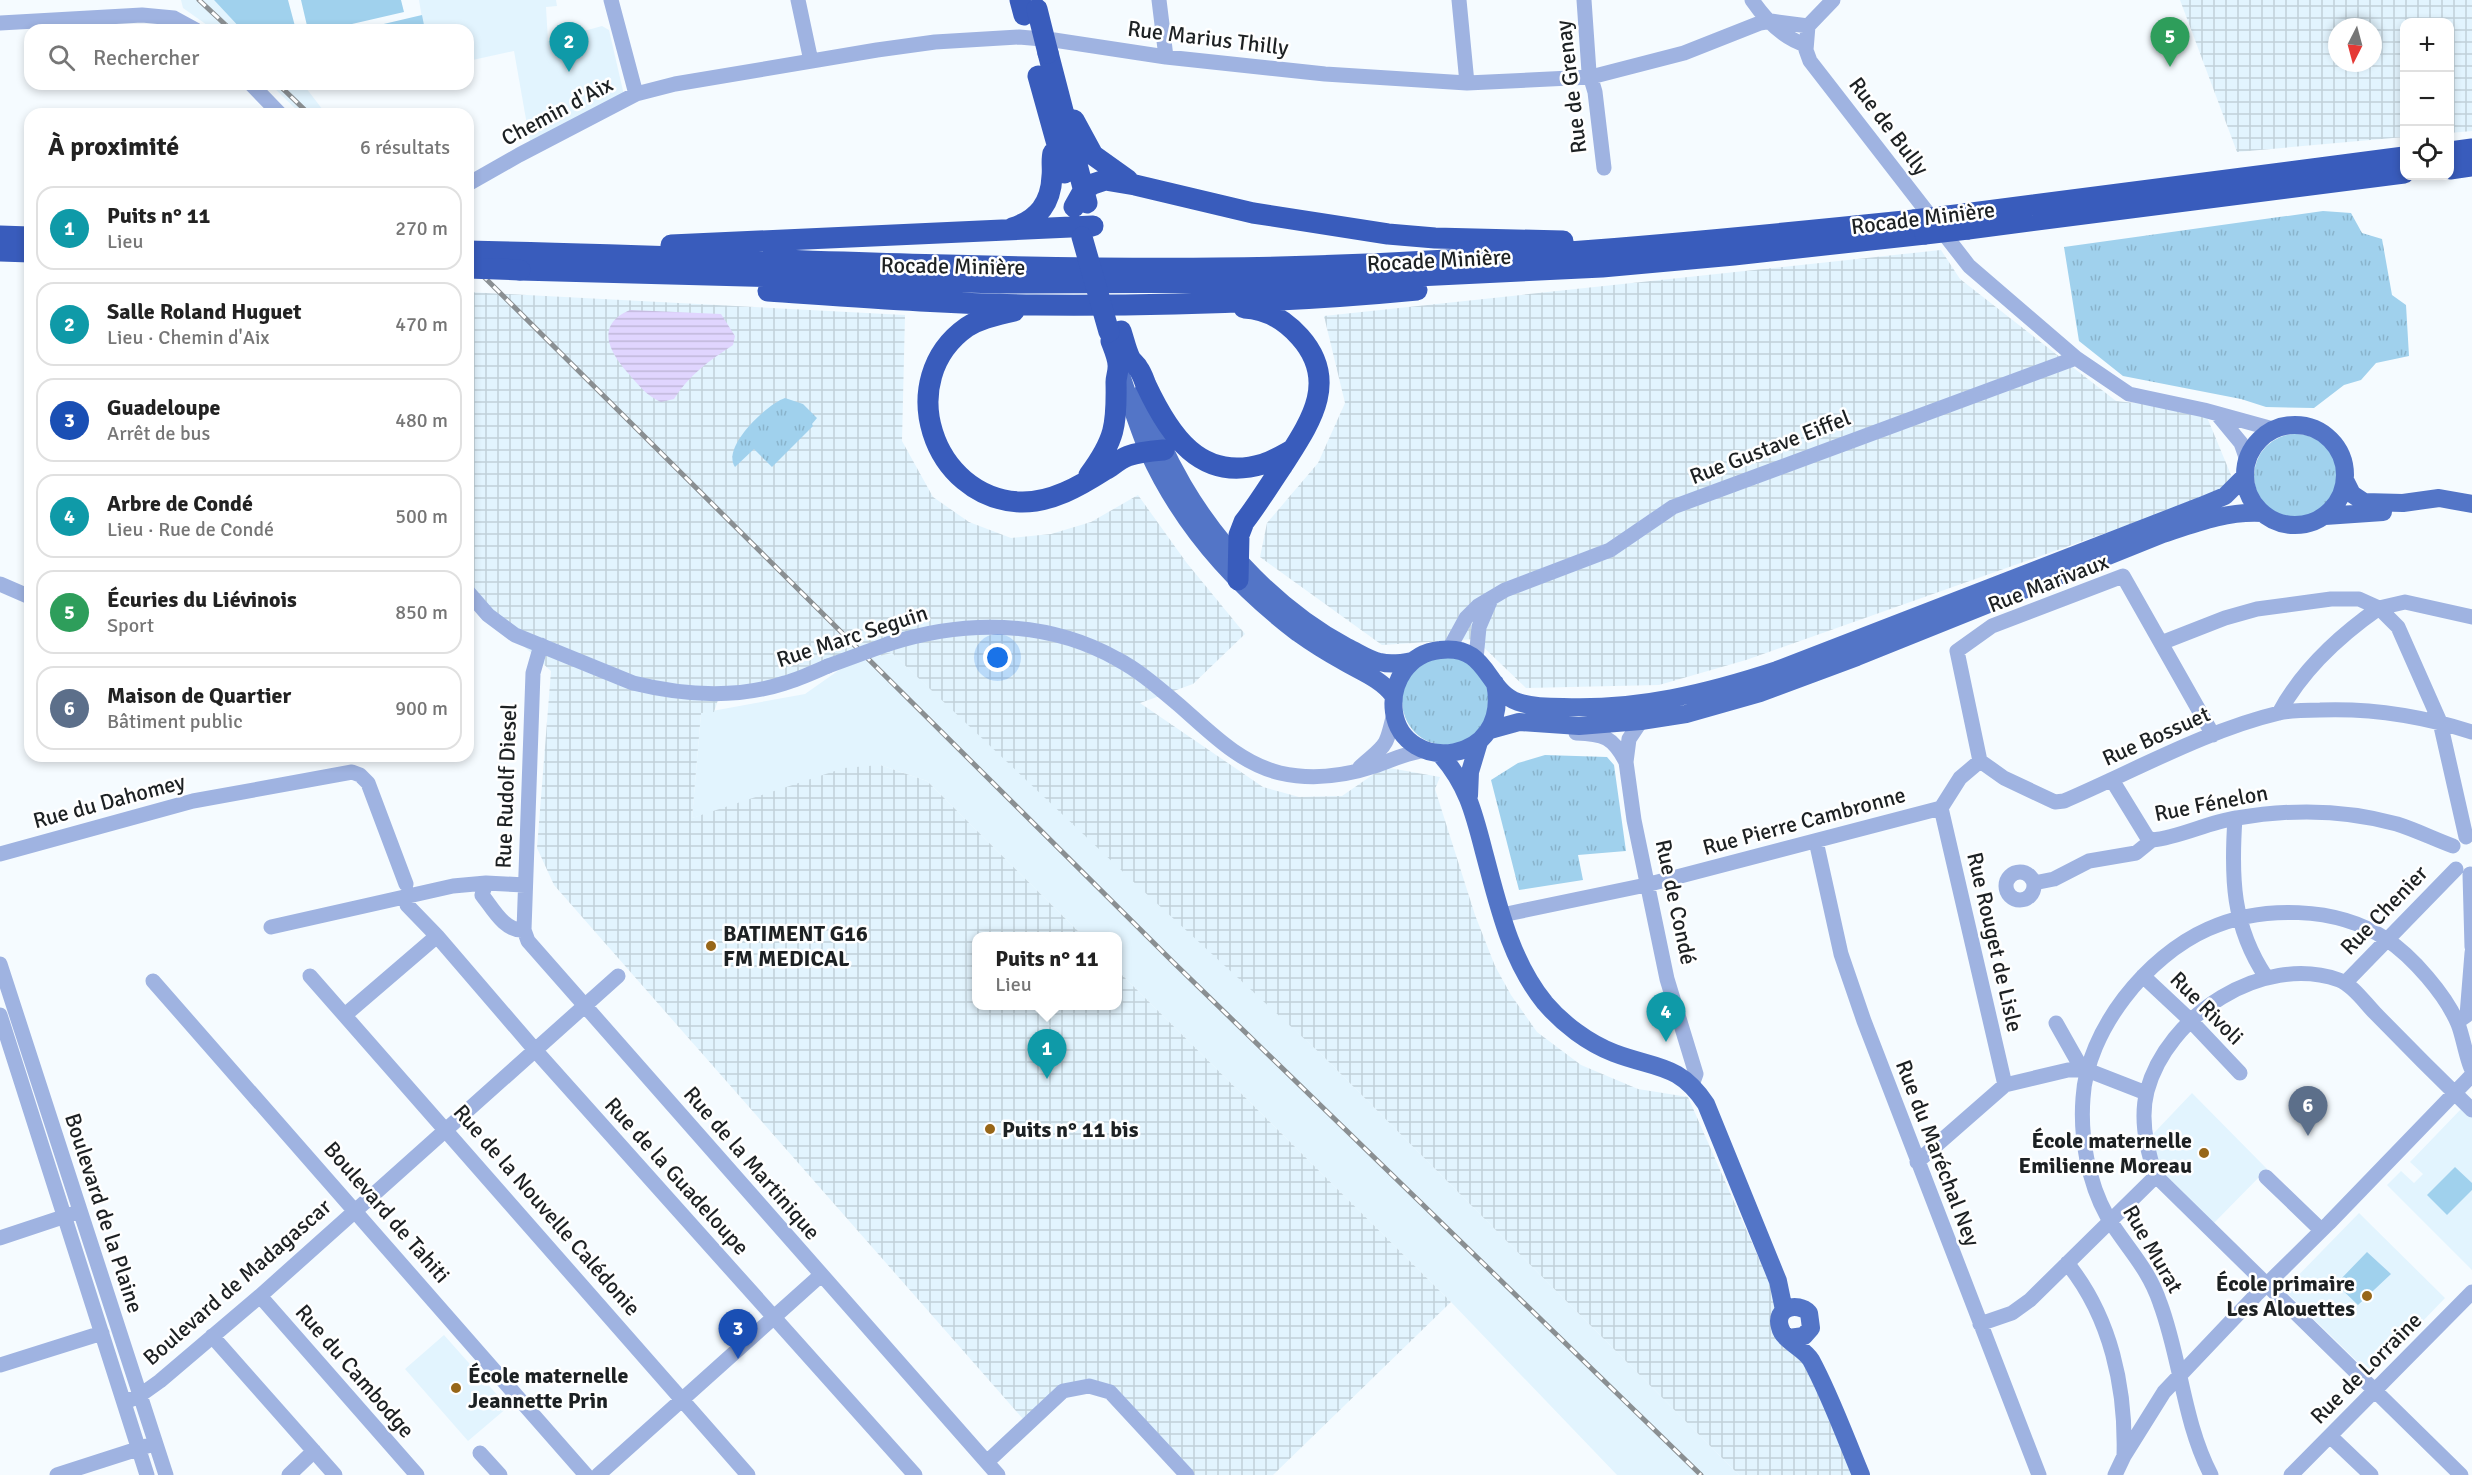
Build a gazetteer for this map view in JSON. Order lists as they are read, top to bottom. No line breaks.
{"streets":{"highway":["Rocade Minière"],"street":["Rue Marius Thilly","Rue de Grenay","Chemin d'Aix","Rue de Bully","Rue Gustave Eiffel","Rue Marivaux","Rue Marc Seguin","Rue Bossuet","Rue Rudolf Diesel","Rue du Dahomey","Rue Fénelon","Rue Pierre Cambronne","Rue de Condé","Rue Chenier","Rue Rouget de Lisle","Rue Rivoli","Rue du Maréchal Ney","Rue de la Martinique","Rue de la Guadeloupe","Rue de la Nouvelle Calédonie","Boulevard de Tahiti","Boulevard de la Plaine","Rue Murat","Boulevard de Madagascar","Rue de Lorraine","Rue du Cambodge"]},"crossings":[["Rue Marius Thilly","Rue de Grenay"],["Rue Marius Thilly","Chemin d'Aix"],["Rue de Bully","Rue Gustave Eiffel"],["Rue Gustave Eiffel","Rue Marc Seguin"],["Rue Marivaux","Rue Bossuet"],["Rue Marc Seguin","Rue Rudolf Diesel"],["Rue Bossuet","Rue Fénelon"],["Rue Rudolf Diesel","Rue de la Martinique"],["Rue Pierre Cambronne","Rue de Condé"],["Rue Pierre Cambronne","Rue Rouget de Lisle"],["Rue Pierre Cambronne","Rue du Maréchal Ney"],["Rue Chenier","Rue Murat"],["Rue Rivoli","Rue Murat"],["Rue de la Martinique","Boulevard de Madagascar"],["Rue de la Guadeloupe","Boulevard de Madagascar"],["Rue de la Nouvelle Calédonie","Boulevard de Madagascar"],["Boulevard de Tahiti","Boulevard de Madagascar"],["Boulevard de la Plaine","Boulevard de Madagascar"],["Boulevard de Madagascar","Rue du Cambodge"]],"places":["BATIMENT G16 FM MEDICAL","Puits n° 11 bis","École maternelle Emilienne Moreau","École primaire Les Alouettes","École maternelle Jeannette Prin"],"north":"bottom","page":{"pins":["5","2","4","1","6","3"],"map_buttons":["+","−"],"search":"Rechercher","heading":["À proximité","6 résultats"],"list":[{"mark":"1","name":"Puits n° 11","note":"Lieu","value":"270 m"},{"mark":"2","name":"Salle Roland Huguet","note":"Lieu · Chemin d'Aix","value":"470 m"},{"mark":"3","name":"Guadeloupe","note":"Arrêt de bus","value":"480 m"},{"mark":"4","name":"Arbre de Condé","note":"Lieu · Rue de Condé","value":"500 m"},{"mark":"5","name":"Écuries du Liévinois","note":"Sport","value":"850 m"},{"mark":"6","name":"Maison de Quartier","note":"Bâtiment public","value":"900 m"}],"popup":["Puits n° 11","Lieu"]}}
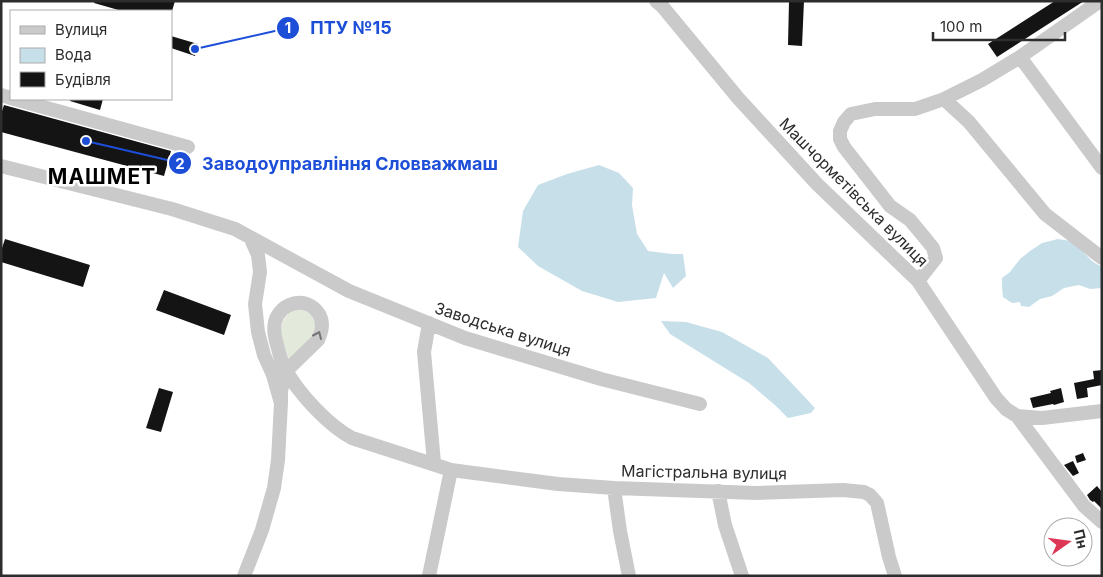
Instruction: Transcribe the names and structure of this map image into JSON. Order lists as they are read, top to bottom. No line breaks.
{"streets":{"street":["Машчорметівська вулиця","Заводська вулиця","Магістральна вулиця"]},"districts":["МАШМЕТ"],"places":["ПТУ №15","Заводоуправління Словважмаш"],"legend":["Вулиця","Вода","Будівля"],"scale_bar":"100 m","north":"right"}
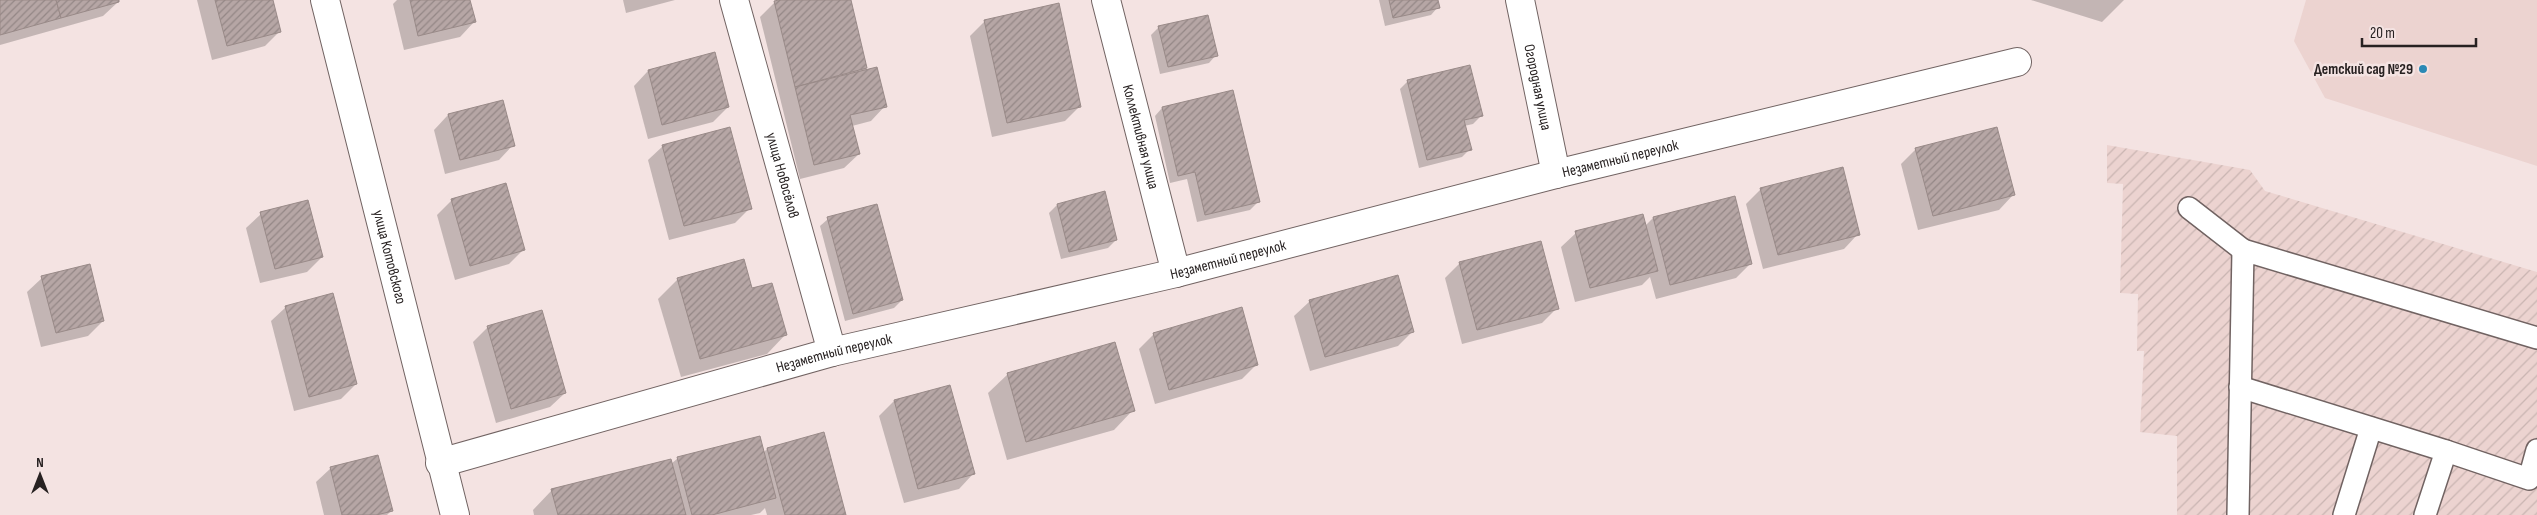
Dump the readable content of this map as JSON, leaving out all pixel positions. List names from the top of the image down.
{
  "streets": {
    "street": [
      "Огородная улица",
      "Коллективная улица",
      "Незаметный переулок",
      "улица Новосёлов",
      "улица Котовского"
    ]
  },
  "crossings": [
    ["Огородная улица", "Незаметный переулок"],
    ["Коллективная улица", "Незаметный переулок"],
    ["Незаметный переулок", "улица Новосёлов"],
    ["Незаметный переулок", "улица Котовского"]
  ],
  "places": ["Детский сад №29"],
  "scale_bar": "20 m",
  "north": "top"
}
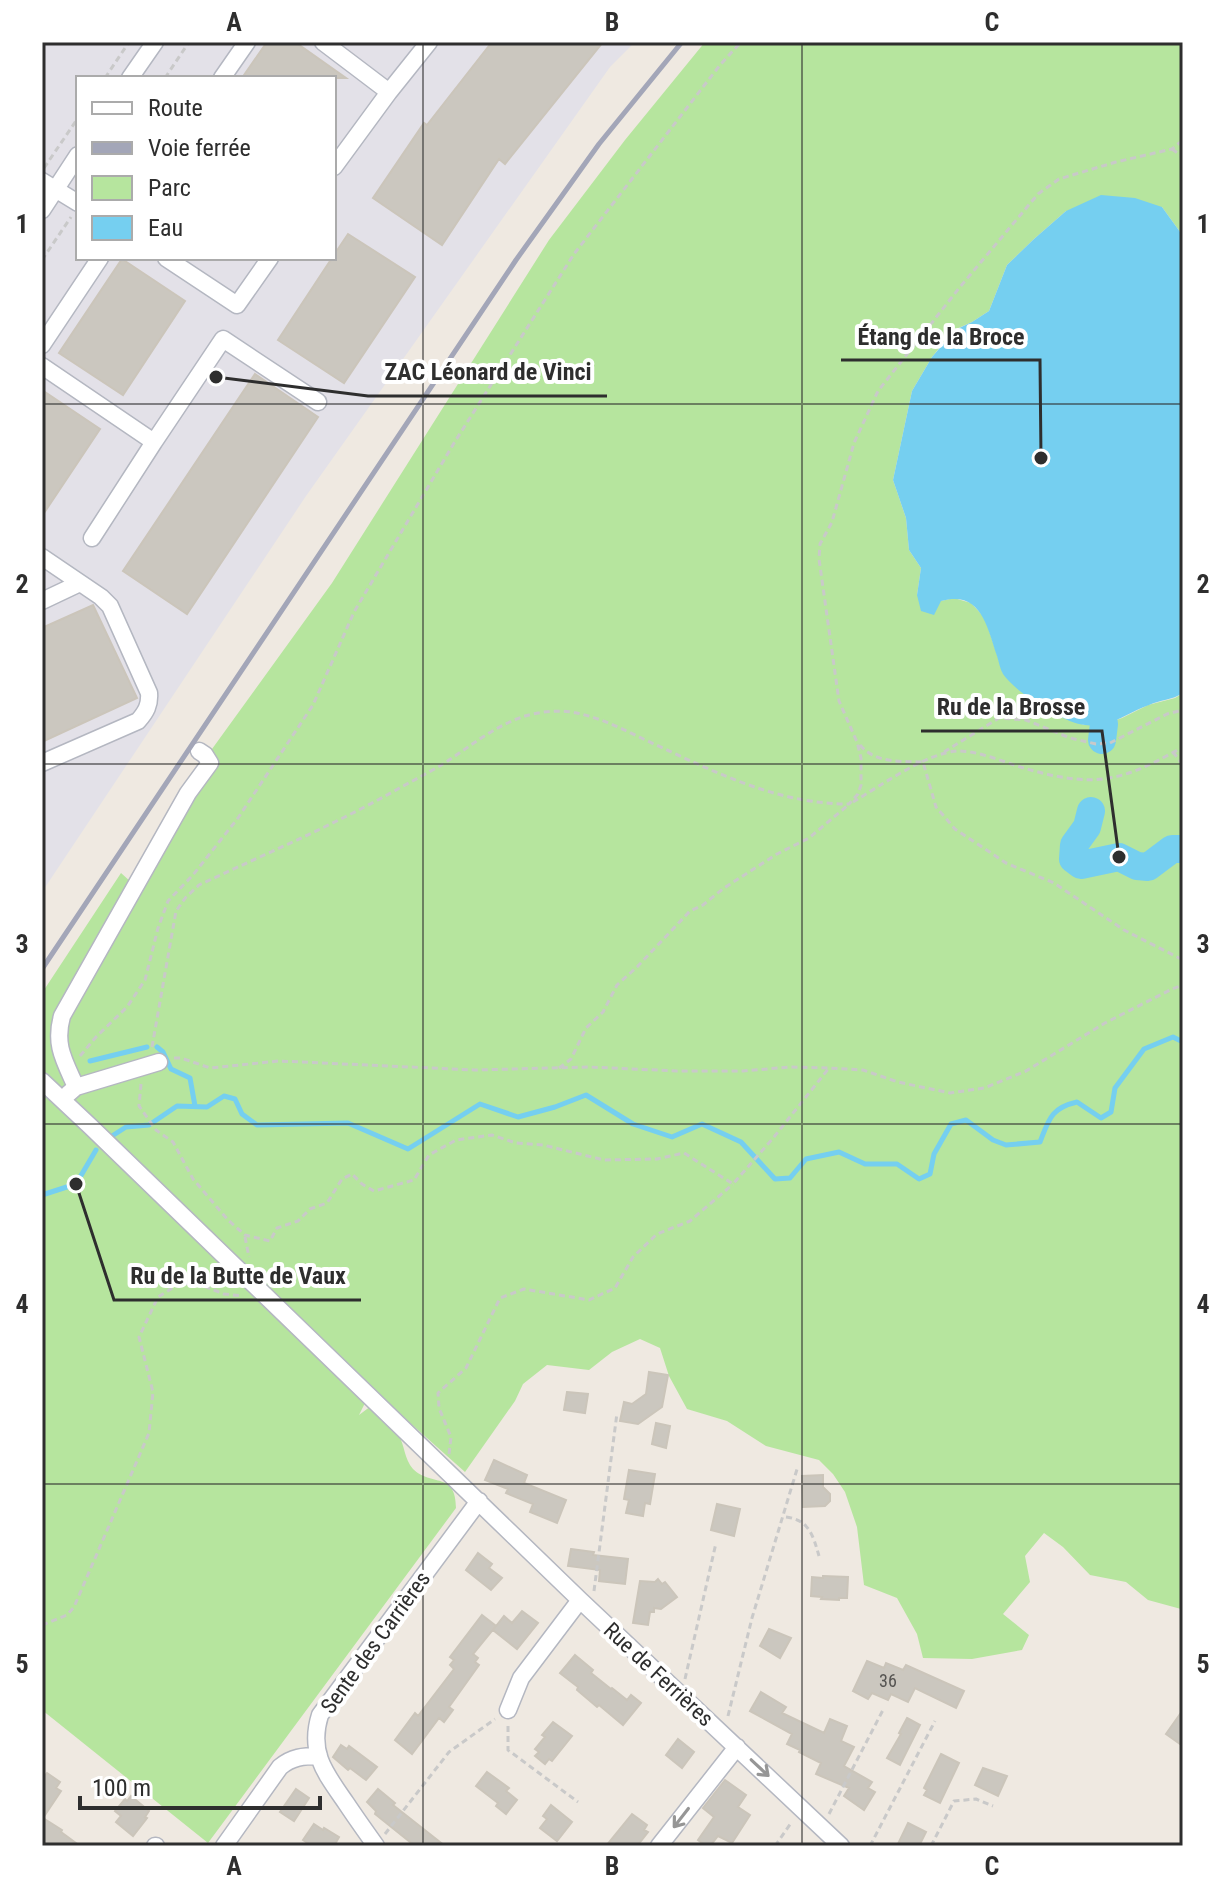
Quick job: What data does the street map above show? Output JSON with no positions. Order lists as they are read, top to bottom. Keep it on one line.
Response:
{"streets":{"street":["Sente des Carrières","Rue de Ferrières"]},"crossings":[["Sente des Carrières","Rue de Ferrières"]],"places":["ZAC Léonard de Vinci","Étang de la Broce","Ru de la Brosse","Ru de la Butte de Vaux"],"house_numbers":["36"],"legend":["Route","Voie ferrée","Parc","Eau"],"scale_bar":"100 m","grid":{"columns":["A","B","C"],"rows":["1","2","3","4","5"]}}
###
§ About this exercise
Pick out, from the lines above, every one that contains the string "улица".

§ Result below
      "Огородная улица",
      "Коллективная улица",
      "улица Новосёлов",
      "улица Котовского"
    ["Огородная улица", "Незаметный переулок"],
    ["Коллективная улица", "Незаметный переулок"],
    ["Незаметный переулок", "улица Новосёлов"],
    ["Незаметный переулок", "улица Котовского"]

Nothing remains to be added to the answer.